In fact, mortgage technology is growing so fast that Blend CEO Nima Ghamsari said in an interview, “You could probably with credibility say if you don’t have this technology in three to four years your company will be suffering.”
“The pace of change is incredible. Two years ago, everyone was talking about nothing but compliance. We couldn't even have a discussion with a lender about anything digital,” said Ghamsari.
“Then last year, companies started talking about digital, sparked in part by Rocket and other fintech lenders in the Bay Area,” he continued. “Now, that's the only thing lenders want to talk about. It's been an impressively quick and definitive transformation.”
The point echoes recent comments from Seth Wheeler, managing director, strategy, consumer and community banking with JPMorgan Chase, at the Mortgage Bankers Association’s National Technology in Mortgage Banking Conference.
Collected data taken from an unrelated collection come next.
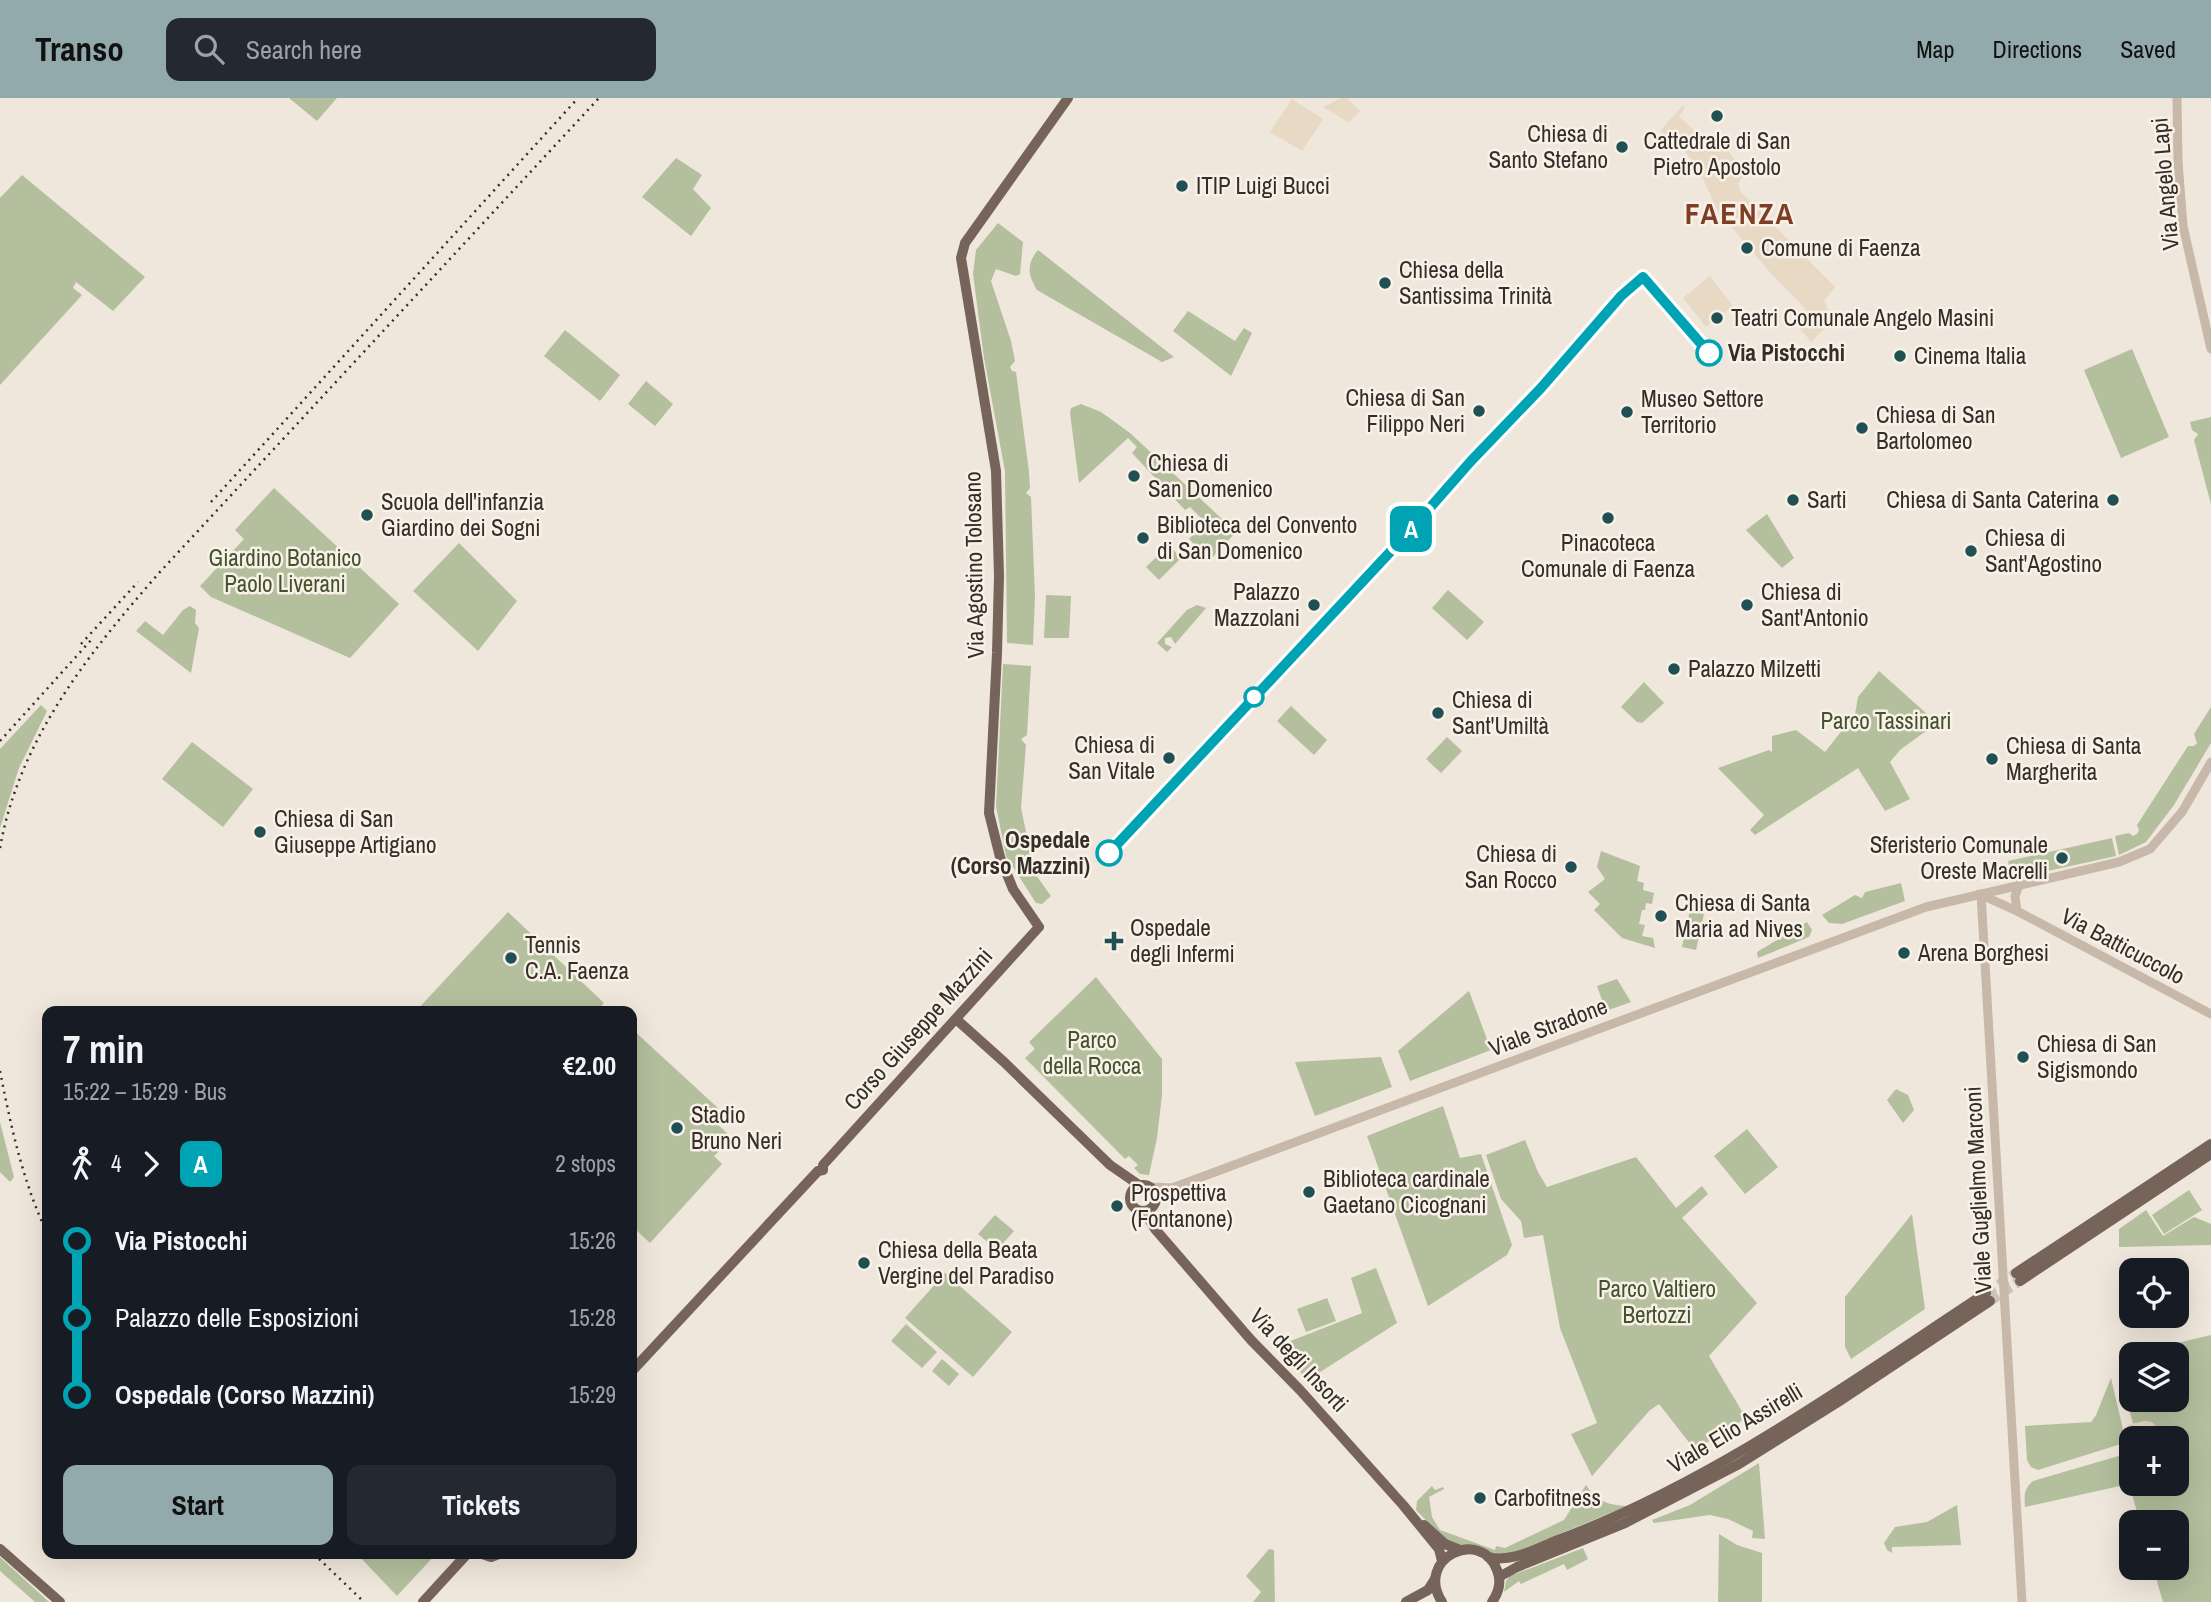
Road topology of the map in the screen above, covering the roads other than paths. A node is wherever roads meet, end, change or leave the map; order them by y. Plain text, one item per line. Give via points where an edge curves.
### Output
1 (1068, 98) edge
2 (2177, 98) edge
3 (2211, 349) edge
4 (2211, 762) edge
5 (2020, 883) junction
6 (1981, 894) junction
7 (2017, 911) junction
8 (1039, 927) joint
9 (2211, 1014) edge
10 (956, 1019) junction
11 (2211, 1144) edge
12 (2211, 1154) edge
13 (1110, 1165) junction
14 (1139, 1185) junction
15 (1151, 1187) junction
16 (1172, 1188) junction
17 (1130, 1194) junction
18 (1152, 1205) junction
19 (637, 1366) edge
20 (1413, 1517) junction
21 (0, 1549) edge
22 (1460, 1550) junction
23 (1488, 1557) junction
24 (463, 1559) edge
25 (1442, 1561) junction
26 (1499, 1577) junction
27 (1435, 1579) junction
28 (1493, 1601) edge
29 (60, 1602) edge
30 (423, 1602) edge
31 (1406, 1602) edge
32 (1442, 1602) edge
33 (2022, 1602) edge

1 - 8 main road, Via Agostino Tolosano via 965,243 961,258 996,471 999,576 989,813 1013,889
2 - 3 street, Via Angelo Lapi via 2183,226
4 - 5 street via 2182,812 2150,849 2119,862
5 - 6 street
5 - 7 street via 2015,896
6 - 7 street, Via Batticuccolo
6 - 16 street, Viale Stradone via 1957,895 1860,930
6 - 33 street, Viale Guglielmo Marconi
7 - 9 street, Via Batticuccolo
8 - 10 main road, Corso Giuseppe Mazzini
10 - 13 main road
10 - 19 main road, Corso Giuseppe Mazzini
11 - 12 main road via 2018,1277
13 - 14 main road
13 - 17 main road
14 - 15 main road
14 - 17 main road
15 - 16 street, Viale Stradone
15 - 18 main road
16 - 18 street, Viale Stradone
17 - 18 main road via 1134,1207
18 - 20 main road, Via degli Insorti via 1155,1228
20 - 22 main road, Via degli Insorti via 1445,1544
20 - 25 main road, Via degli Insorti via 1439,1549
21 - 29 main road
22 - 23 main road, Viale Elio Assirelli
22 - 25 main road
23 - 26 main road
23 - 26 main road, Viale Elio Assirelli via 1511,1558 1677,1488 1988,1297 1838,1402 1739,1464 1625,1523
24 - 30 main road
25 - 27 main road
26 - 28 main road
27 - 31 main road via 1428,1590
27 - 32 main road

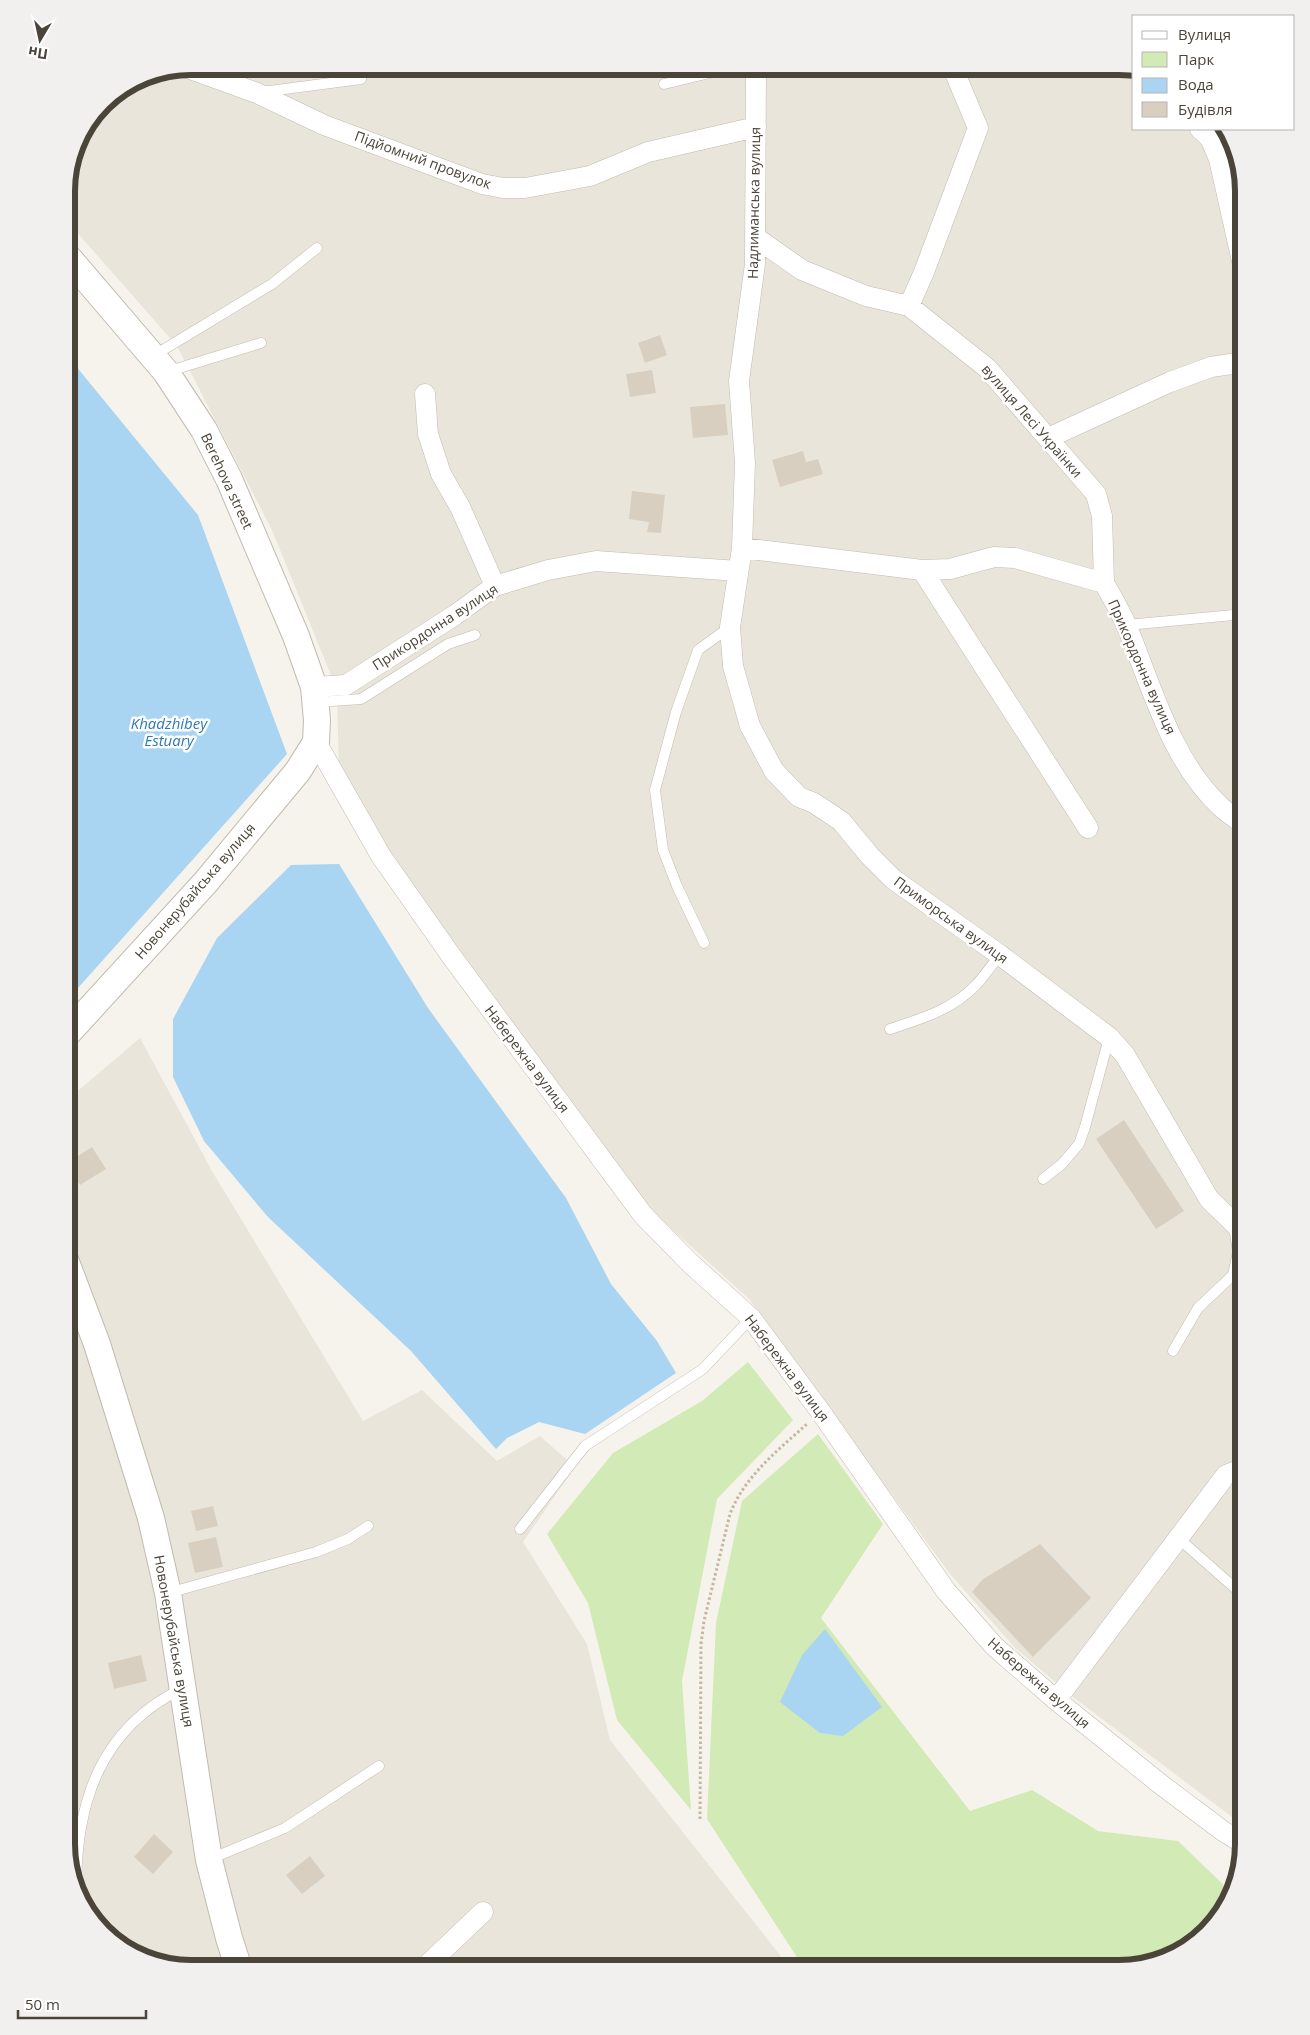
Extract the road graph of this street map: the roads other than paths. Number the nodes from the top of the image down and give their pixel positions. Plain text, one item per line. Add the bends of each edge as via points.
1 (205, 75) edge
2 (701, 75) edge
3 (756, 75) edge
4 (956, 75) edge
5 (361, 79) dead end
6 (664, 84) dead end
7 (256, 93) junction
8 (756, 127) junction
9 (1212, 133) edge
10 (1235, 230) edge
11 (755, 237) junction
12 (317, 248) dead end
13 (75, 265) edge
14 (909, 306) junction
15 (261, 343) dead end
16 (1235, 363) edge
17 (160, 364) junction
18 (425, 394) dead end
19 (1048, 438) junction
20 (742, 548) junction
21 (922, 570) junction
22 (738, 571) junction
23 (1104, 583) junction
24 (495, 586) junction
25 (1235, 615) edge
26 (1127, 625) junction
27 (730, 627) junction
28 (475, 635) dead end
29 (315, 695) junction
30 (316, 742) junction
31 (1235, 817) edge
32 (1088, 828) dead end
33 (704, 943) dead end
34 (1000, 955) junction
35 (75, 1025) edge
36 (890, 1030) dead end
37 (1109, 1037) junction
38 (1043, 1179) dead end
39 (1235, 1225) edge
40 (1235, 1270) edge
41 (75, 1287) edge
42 (751, 1318) junction
43 (1174, 1350) dead end
44 (1235, 1472) edge
45 (368, 1526) dead end
46 (520, 1529) dead end
47 (1177, 1537) junction
48 (1235, 1588) edge
49 (168, 1593) junction
50 (183, 1688) junction
51 (1056, 1700) junction
52 (379, 1766) dead end
53 (1235, 1838) edge
54 (209, 1860) junction
55 (77, 1867) edge
56 (483, 1912) dead end
57 (235, 1960) edge
58 (432, 1960) edge

1 - 7 street, Підйомний провулок
2 - 6 lane
3 - 8 street, Надлиманська вулиця
4 - 14 street via 978,128
5 - 7 lane
7 - 8 street, Підйомний провулок via 324,124 482,184 503,188 526,188 590,176 648,152
8 - 11 street, Надлиманська вулиця
9 - 10 street
11 - 14 street via 802,270 866,296
11 - 20 street, Надлиманська вулиця via 739,381 745,463
12 - 17 lane
13 - 17 street, Berehova street
14 - 19 street, вулиця Лесі Українки via 987,368
15 - 17 lane
16 - 19 street via 1211,367 1170,382
17 - 29 street, Berehova street via 204,430 229,479 296,636
18 - 24 street via 428,434 440,474 460,506
19 - 23 street, вулиця Лесі Українки via 1096,494 1100,504
20 - 21 street, Прикордонна вулиця
20 - 22 street, Приморська вулиця
21 - 23 street, Прикордонна вулиця via 950,569 994,557 1015,558
21 - 32 street
22 - 24 street, Прикордонна вулиця via 596,561 548,570
22 - 27 street, Приморська вулиця
23 - 26 street, Прикордонна вулиця
24 - 29 street, Прикордонна вулиця via 346,685
25 - 26 lane
26 - 31 street, Прикордонна вулиця via 1163,718 1183,757 1222,808
27 - 33 lane via 698,650 676,712 655,790 663,850
27 - 34 street, Приморська вулиця via 733,666 750,726 774,771 799,797 841,821 892,879
28 - 29 lane via 448,644 361,699
29 - 30 street, Berehova street
30 - 35 street, Новонерубайська вулиця via 298,771 205,883
30 - 42 street, Набережна вулиця via 381,856 637,1207 690,1263
34 - 36 lane via 975,986 956,1002 932,1016
34 - 37 street, Приморська вулиця
37 - 38 lane via 1079,1144
37 - 39 street, Приморська вулиця via 1125,1055 1209,1199
40 - 43 lane via 1198,1308
41 - 49 street, Новонерубайська вулиця via 151,1518
42 - 46 lane via 703,1369 585,1446
42 - 51 street, Набережна вулиця via 946,1591 994,1646
44 - 47 street via 1226,1475
45 - 49 lane via 348,1539 316,1552
47 - 48 lane
47 - 51 street
49 - 50 street, Новонерубайська вулиця
50 - 54 street, Новонерубайська вулиця
50 - 55 lane via 167,1696 131,1724 118,1737 98,1770 85,1806
51 - 53 street, Набережна вулиця via 1159,1783
52 - 54 lane via 285,1828
54 - 57 street, Новонерубайська вулиця
56 - 58 street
During a panel about their perspectives on fintech, Wheeler stated, “Anyone not aggressively leaning in on digital will be in a world of hurt.”
Given this call to adapt to the growth in the technology, why would lenders still be reluctant to change?
Ghamsari explained, “The landscape of this hasn’t shaken out yet.”
He noted that Blend is one of the first providers in digital mortgage technology, but there is still a long was to go.
People, instead, might think, “You know, we can wait. We have great clients/customers who will stick with us as we figure out the landscape as it shapes out,” Ghamsari said.
Then, as they see their peers take more of a direction, they could take action, he said.
Ghamsari added that when he started Blend people were surprised they were even building technology that works on mobile, believing that there is no way any one would ever work on their mobile phones.
He also said naysayers believed that there is no way people would log onto their financial accounts on their phone.
Looking at where Blend is today, along with the industry, neither of those assertions turned out to be true.
And why the pace of change is fast, the industry is only at the beginning. Ghamsari said that they know this change is a journey, and it will take a while.
“We should be taking incremental steps along the way,” he said.
“Our first few customers started only with the application in Blend. Then they started delivering disclosures and other regulatory documents in Blend,” said Ghamsari. “Finally they started requesting processing documents and other underwriting conditions via Blend. Their goal has always been to be end-to-end in a single digital platform, but we all need to start somewhere.”